Penne piange Giuditta, mamma di 44 anni

Oggi alle 10, i funerali della donna stroncata da una malattia. Sconvolti familiari e amici: «Ti porteremo sempre nel cuore»
PENNE. La comunità di Penne piange una giovane mamma. È morta nella giornata di domenica Giuditta Ranciaffi, 44 anni.
Questa mattina i funerali, alle ore 10, saranno celebrati in forma ristretta per via delle disposizioni in materia di coronavirus nella chiesa di San Massimiliano Kolbe a Penne. Era una ragioniera, diplomata all'istituto tecnico commerciale Guglielmo Marconi.
Una donna con il sorriso sempre stampato sulle labbra, nonostante che gli ultimi anni della sua vita siano stati tormentati da una terribile malattia che, purtroppo, alla fine non le ha lasciato scampo. Da giovane aveva giocato a pallavolo, trasmettendo la sua passione anche alla figlia.
Aveva lavorato negli uffici a livello amministrativo sia in una clinica privata sia alla Miss Sixty. Anni fa, dopo lunghe e dolorose cure, sembrava aver superato la malattia, che purtroppo nei mesi scorsi è tornata beffardamente a farle visita. Giuditta non ha mai mollato e lo ha fatto sempre lasciando una parola dolce a chi le stava accanto. Era una donna bella dentro e fuori. Lascia una figlia di appena 17 anni, Sara, con la quale aveva un rapporto speciale. Affranti anche il fratello Emanuele e i genitori Francesco e Anna Rita.
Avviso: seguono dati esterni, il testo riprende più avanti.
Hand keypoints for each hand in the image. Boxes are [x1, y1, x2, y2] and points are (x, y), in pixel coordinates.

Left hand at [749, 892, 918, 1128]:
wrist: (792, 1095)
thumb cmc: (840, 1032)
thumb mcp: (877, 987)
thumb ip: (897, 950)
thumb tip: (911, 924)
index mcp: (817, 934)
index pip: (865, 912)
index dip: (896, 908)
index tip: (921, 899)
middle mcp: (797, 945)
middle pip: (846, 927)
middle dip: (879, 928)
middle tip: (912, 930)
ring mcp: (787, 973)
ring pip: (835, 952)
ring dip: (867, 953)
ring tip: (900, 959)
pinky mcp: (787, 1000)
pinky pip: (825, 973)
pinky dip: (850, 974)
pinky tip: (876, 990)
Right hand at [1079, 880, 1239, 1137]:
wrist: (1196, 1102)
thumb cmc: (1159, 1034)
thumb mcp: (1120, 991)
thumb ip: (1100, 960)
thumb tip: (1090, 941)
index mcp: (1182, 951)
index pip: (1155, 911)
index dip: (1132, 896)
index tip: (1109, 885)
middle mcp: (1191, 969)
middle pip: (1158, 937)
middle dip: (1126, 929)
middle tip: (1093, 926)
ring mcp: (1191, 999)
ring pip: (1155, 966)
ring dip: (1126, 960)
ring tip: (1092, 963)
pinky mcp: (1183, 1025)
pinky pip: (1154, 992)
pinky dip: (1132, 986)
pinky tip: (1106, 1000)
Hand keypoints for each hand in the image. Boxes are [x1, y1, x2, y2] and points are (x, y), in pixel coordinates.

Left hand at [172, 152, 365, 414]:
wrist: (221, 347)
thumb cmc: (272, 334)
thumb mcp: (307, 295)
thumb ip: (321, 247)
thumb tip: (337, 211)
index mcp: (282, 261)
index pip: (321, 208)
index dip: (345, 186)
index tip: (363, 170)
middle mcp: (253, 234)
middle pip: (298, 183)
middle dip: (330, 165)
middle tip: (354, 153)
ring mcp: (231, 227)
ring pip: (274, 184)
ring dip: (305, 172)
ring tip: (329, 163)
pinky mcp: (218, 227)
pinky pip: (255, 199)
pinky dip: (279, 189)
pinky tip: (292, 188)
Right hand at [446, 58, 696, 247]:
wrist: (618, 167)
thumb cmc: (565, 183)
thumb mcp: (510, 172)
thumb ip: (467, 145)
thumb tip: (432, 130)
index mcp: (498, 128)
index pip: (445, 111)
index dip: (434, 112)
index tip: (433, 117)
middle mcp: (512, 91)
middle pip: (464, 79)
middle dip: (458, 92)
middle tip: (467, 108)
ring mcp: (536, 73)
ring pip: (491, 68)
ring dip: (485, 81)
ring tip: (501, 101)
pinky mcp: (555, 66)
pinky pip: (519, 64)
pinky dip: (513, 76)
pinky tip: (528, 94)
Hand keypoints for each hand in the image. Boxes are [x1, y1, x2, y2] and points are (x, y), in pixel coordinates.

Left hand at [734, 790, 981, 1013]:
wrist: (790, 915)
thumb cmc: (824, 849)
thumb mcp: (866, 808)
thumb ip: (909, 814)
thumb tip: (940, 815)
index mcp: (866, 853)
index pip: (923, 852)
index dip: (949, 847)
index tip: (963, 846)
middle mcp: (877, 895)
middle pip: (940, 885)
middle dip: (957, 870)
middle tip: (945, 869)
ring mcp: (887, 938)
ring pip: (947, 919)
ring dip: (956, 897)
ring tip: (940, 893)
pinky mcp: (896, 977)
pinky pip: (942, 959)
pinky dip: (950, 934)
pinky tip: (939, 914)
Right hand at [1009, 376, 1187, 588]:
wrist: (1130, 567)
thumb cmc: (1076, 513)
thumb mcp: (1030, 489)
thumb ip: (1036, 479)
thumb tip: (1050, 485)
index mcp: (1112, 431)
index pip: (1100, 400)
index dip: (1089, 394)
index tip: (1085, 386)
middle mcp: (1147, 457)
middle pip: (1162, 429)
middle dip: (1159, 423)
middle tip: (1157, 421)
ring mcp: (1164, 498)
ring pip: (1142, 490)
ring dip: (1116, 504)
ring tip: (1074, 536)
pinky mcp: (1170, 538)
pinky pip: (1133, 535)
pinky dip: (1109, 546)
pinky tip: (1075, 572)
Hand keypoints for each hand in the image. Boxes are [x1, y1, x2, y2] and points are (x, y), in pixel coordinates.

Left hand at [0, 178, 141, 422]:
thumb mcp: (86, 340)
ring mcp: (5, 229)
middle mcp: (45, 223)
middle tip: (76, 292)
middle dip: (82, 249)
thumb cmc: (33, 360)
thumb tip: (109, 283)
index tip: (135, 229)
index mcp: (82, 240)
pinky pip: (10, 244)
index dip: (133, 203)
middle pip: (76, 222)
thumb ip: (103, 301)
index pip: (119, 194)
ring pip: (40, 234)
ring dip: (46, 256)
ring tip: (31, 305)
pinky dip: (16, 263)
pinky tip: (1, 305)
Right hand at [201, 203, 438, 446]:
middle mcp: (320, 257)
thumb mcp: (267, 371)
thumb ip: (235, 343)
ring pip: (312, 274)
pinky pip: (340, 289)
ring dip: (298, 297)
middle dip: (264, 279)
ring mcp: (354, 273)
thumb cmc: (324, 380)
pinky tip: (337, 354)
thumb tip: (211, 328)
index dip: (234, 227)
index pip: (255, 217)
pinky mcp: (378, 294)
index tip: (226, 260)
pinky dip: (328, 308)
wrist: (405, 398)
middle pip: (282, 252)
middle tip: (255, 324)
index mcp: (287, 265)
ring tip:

«È difficile credere che sia vero, se chiudo gli occhi vedo il tuo sorriso, sento il suono della tua risata. Anche nei giorni bui sorridevi sempre. Eri una roccia e ora non ci sei più. Non eravamo solo colleghe, eri tanto di più. Ti stringo forte grande guerriera, hai lottato strenuamente e ti porterò nel cuore per sempre», la ricorda così una sua ex collega su Facebook.
Chi l'ha conosciuta la ricorda come una persona splendida, forte e decisa, ma anche estremamente sensibile e disponibile con il prossimo. La sua morte ha lasciato un grande dispiacere in tutta la comunità pennese.